The amount of liquid in the tubing isn't really the important thing. What matters is how much O2 diffuses all the way through the barrier during the entire racking time.

Yes. And also the total beer volume that that O2 gets distributed throughout.

Brew on

 

[hotbeer]

Store all your silicone tubing in containers flooded with CO2. Eventually most the O2 will be used up from them.

But this comes under the "too much effort for the gain" by my mental assessment at this time.




Interesting just how permeable O2 is in silicone compared to other gases.

https://imageserv5.team-logic.com/mediaLibrary/99/D116_20Haibing_20Zhang_20et_20al.pdf
See table 2 at the top of pdf page 5.

 

[Holden Caulfield]

Thanks all for your replies.

What is the OD of your silicon tubing?

Not sure, but I would guess it's about 1/8" thickness around 1/4" ID so 1/2"

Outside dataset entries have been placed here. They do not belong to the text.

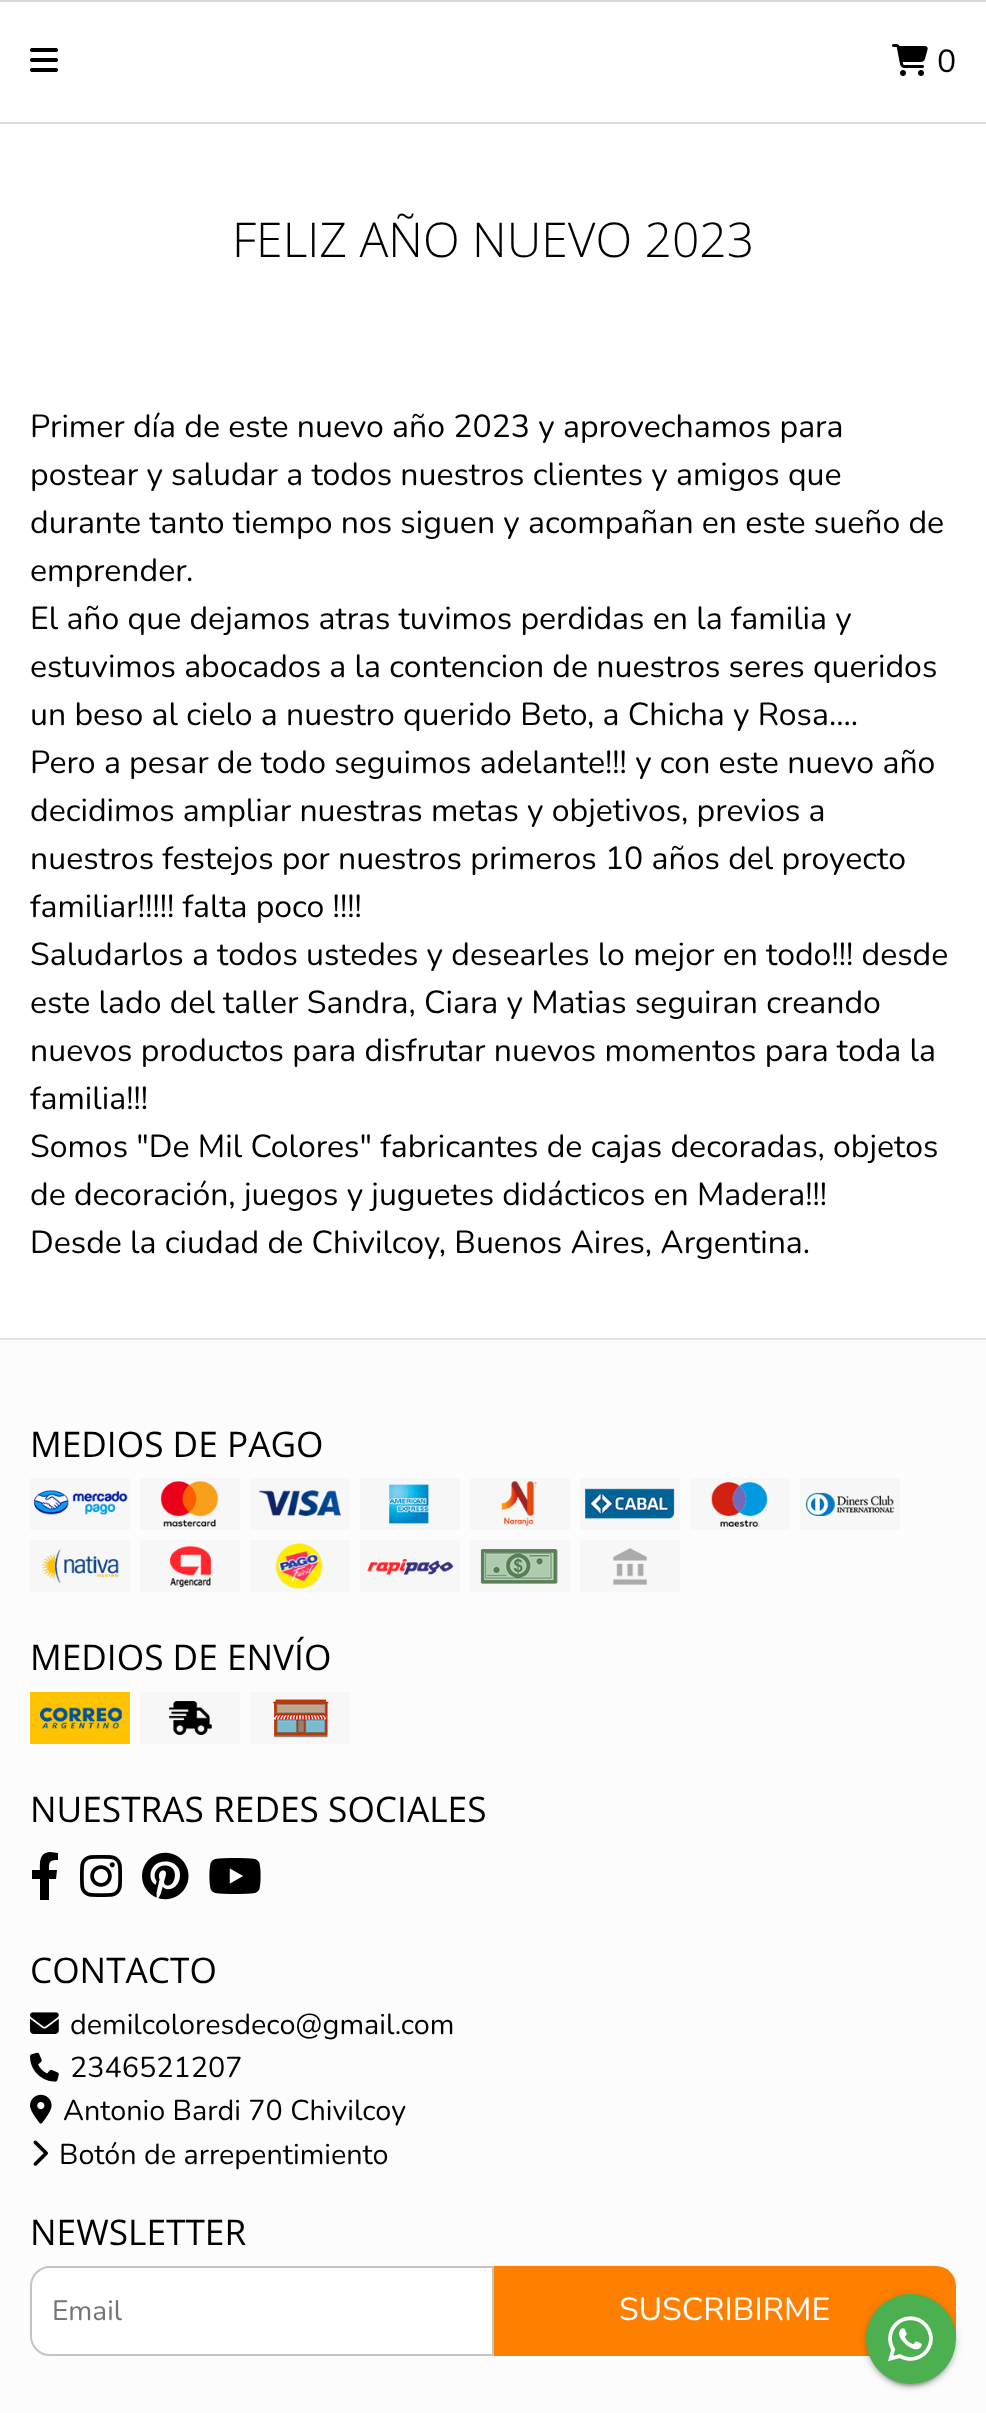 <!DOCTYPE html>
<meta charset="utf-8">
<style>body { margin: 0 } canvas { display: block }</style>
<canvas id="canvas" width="986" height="2413"></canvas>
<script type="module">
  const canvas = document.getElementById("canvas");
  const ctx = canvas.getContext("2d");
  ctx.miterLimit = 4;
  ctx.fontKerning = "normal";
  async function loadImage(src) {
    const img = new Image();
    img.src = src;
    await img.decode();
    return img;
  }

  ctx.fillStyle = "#ffffff";
  ctx.fillRect(0, 0, 986, 2413);
  ctx.fillStyle = "#d9d9d9";
  ctx.fillRect(0, 0, 986, 2);
  ctx.fillRect(0, 122, 986, 2);
  ctx.drawImage(await loadImage("img1.png"), 30, 48, 28, 24);
  ctx.drawImage(await loadImage("img2.png"), 892, 44, 36, 32);
  ctx.font = "32px Nunito";
  ctx.fillStyle = "#000000";
  ctx.fillText("0", 937, 72);
  ctx.font = "300 48px Open Sans";
  ctx.fillText("FELIZ AÑO NUEVO 2023", 232, 257);
  ctx.font = "32px Nunito";
  ctx.fillText("Primer día de este nuevo año 2023 y aprovechamos para", 30, 437);
  ctx.fillText("postear y saludar a todos nuestros clientes y amigos que", 30, 485);
  ctx.fillText("durante tanto tiempo nos siguen y acompañan en este sueño de", 30, 533);
  ctx.fillText("emprender.", 30, 581);
  ctx.fillText("El año que dejamos atras tuvimos perdidas en la familia y", 30, 629);
  ctx.fillText("estuvimos abocados a la contencion de nuestros seres queridos", 30, 677);
  ctx.fillText("un beso al cielo a nuestro querido Beto, a Chicha y Rosa....", 30, 725);
  ctx.fillText("Pero a pesar de todo seguimos adelante!!! y con este nuevo año", 30, 773);
  ctx.fillText("decidimos ampliar nuestras metas y objetivos, previos a", 30, 821);
  ctx.fillText("nuestros festejos por nuestros primeros 10 años del proyecto", 30, 869);
  ctx.fillText("familiar!!!!! falta poco !!!!", 30, 917);
  ctx.fillText("Saludarlos a todos ustedes y desearles lo mejor en todo!!! desde", 30, 965);
  ctx.fillText("este lado del taller Sandra, Ciara y Matias seguiran creando", 30, 1013);
  ctx.fillText("nuevos productos para disfrutar nuevos momentos para toda la", 30, 1061);
  ctx.fillText("familia!!!", 30, 1109);
  ctx.fillText("Somos \"De Mil Colores\" fabricantes de cajas decoradas, objetos", 30, 1157);
  ctx.fillText("de decoración, juegos y juguetes didácticos en Madera!!!", 30, 1205);
  ctx.fillText("Desde la ciudad de Chivilcoy, Buenos Aires, Argentina.", 30, 1253);
  ctx.fillStyle = "#fcfcfc";
  ctx.fillRect(0, 1340, 986, 1073);
  ctx.fillStyle = "#e3e3e3";
  ctx.fillRect(0, 1338, 986, 2);
  ctx.font = "35.25px Open Sans";
  ctx.fillStyle = "#000000";
  ctx.fillText("MEDIOS DE PAGO", 30, 1457);
  ctx.drawImage(await loadImage("img3.png"), 30, 1478, 100, 52);
  ctx.drawImage(await loadImage("img4.png"), 140, 1478, 100, 52);
  ctx.drawImage(await loadImage("img5.png"), 250, 1478, 100, 52);
  ctx.drawImage(await loadImage("img6.png"), 360, 1478, 100, 52);
  ctx.drawImage(await loadImage("img7.png"), 470, 1478, 100, 52);
  ctx.drawImage(await loadImage("img8.png"), 580, 1478, 100, 52);
  ctx.drawImage(await loadImage("img9.png"), 690, 1478, 100, 52);
  ctx.drawImage(await loadImage("img10.png"), 800, 1478, 100, 52);
  ctx.drawImage(await loadImage("img11.png"), 30, 1540, 100, 52);
  ctx.drawImage(await loadImage("img12.png"), 140, 1540, 100, 52);
  ctx.drawImage(await loadImage("img13.png"), 250, 1540, 100, 52);
  ctx.drawImage(await loadImage("img14.png"), 360, 1540, 100, 52);
  ctx.drawImage(await loadImage("img15.png"), 470, 1540, 100, 52);
  ctx.drawImage(await loadImage("img16.png"), 580, 1540, 100, 52);
  ctx.fillText("MEDIOS DE ENVÍO", 30, 1670);
  ctx.drawImage(await loadImage("img17.png"), 30, 1692, 100, 52);
  ctx.drawImage(await loadImage("img18.png"), 140, 1692, 100, 52);
  ctx.drawImage(await loadImage("img19.png"), 250, 1692, 100, 52);
  ctx.fillText("NUESTRAS REDES SOCIALES", 30, 1822);
  ctx.beginPath();
  ctx.moveTo(56, 1879);
  ctx.lineTo(57, 1870);
  ctx.lineTo(49, 1870);
  ctx.bezierCurveTo(49, 1862, 49, 1860, 58, 1860);
  ctx.lineTo(58, 1853);
  ctx.lineTo(50, 1852);
  ctx.bezierCurveTo(39, 1853, 40, 1862, 40, 1870);
  ctx.lineTo(32, 1870);
  ctx.lineTo(32, 1879);
  ctx.lineTo(40, 1879);
  ctx.lineTo(40, 1900);
  ctx.lineTo(49, 1900);
  ctx.lineTo(49, 1879);
  ctx.closePath();
  ctx.fill();
  ctx.drawImage(await loadImage("img20.png"), 80, 1855, 42, 42);
  ctx.drawImage(await loadImage("img21.png"), 142, 1852, 47, 48);
  ctx.drawImage(await loadImage("img22.png"), 209, 1858, 52, 36);
  ctx.fillText("CONTACTO", 30, 1983);
  ctx.drawImage(await loadImage("img23.png"), 30, 2012, 29, 22);
  ctx.font = "28.75px Nunito";
  ctx.fillText("demilcoloresdeco@gmail.com", 70, 2034);
  ctx.drawImage(await loadImage("img24.png"), 30, 2052, 29, 30);
  ctx.fillText("2346521207", 70, 2077);
  ctx.drawImage(await loadImage("img25.png"), 30, 2094, 22, 30);
  ctx.fillText("Antonio Bardi 70 Chivilcoy", 63, 2120);
  ctx.drawImage(await loadImage("img26.png"), 33, 2140, 15, 26);
  ctx.fillText("Botón de arrepentimiento", 59, 2164);
  ctx.font = "35.25px Open Sans";
  ctx.fillText("NEWSLETTER", 30, 2245);
  ctx.fillStyle = "#ffffff";
  ctx.beginPath();
  ctx.roundRect(31, 2267, 462, 88, [19, 0, 0, 19]);
  ctx.fill();
  ctx.strokeStyle = "#c4c4c4";
  ctx.lineWidth = 2;
  ctx.stroke();
  ctx.font = "28px Nunito";
  ctx.fillStyle = "#757575";
  ctx.fillText("Email", 52, 2320);
  ctx.fillStyle = "#ff7f00";
  ctx.beginPath();
  ctx.roundRect(494, 2266, 462, 90, [0, 20, 20, 0]);
  ctx.fill();
  ctx.font = "32px Nunito";
  ctx.fillStyle = "#ffffff";
  ctx.fillText("SUSCRIBIRME", 619, 2320);
  ctx.fillStyle = "rgba(0, 0, 0, 0.2)";
  ctx.filter = "blur(1px)";
  ctx.beginPath();
  ctx.roundRect(870, 2304, 82, 82, 41);
  ctx.fill();
  ctx.filter = "none";
  ctx.fillStyle = "rgba(0, 0, 0, 0.12)";
  ctx.filter = "blur(5px)";
  ctx.beginPath();
  ctx.roundRect(866, 2296, 90, 90, 45);
  ctx.fill();
  ctx.filter = "none";
  ctx.fillStyle = "rgba(0, 0, 0, 0.14)";
  ctx.filter = "blur(2px)";
  ctx.beginPath();
  ctx.roundRect(866, 2298, 90, 90, 45);
  ctx.fill();
  ctx.filter = "none";
  ctx.fillStyle = "#4caf50";
  ctx.beginPath();
  ctx.arc(911, 2339, 45, 0, Math.PI * 2);
  ctx.fill();
  ctx.drawImage(await loadImage("img27.png"), 888, 2316, 45, 46);
</script>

Why not shuffle things around so you need less tubing to make the transfer? Short work with a scissors could cut the oxygen uptake by a factor of 2 or even 3.

At minimum, I will do this. I would expect the drop in O2 to be proportional to percentage length reduced.

EVA barrier that could do it, but they are small diameter so it depends if you're talking 1 gallon, 3 gallons, 5, 10, etc. to be moved.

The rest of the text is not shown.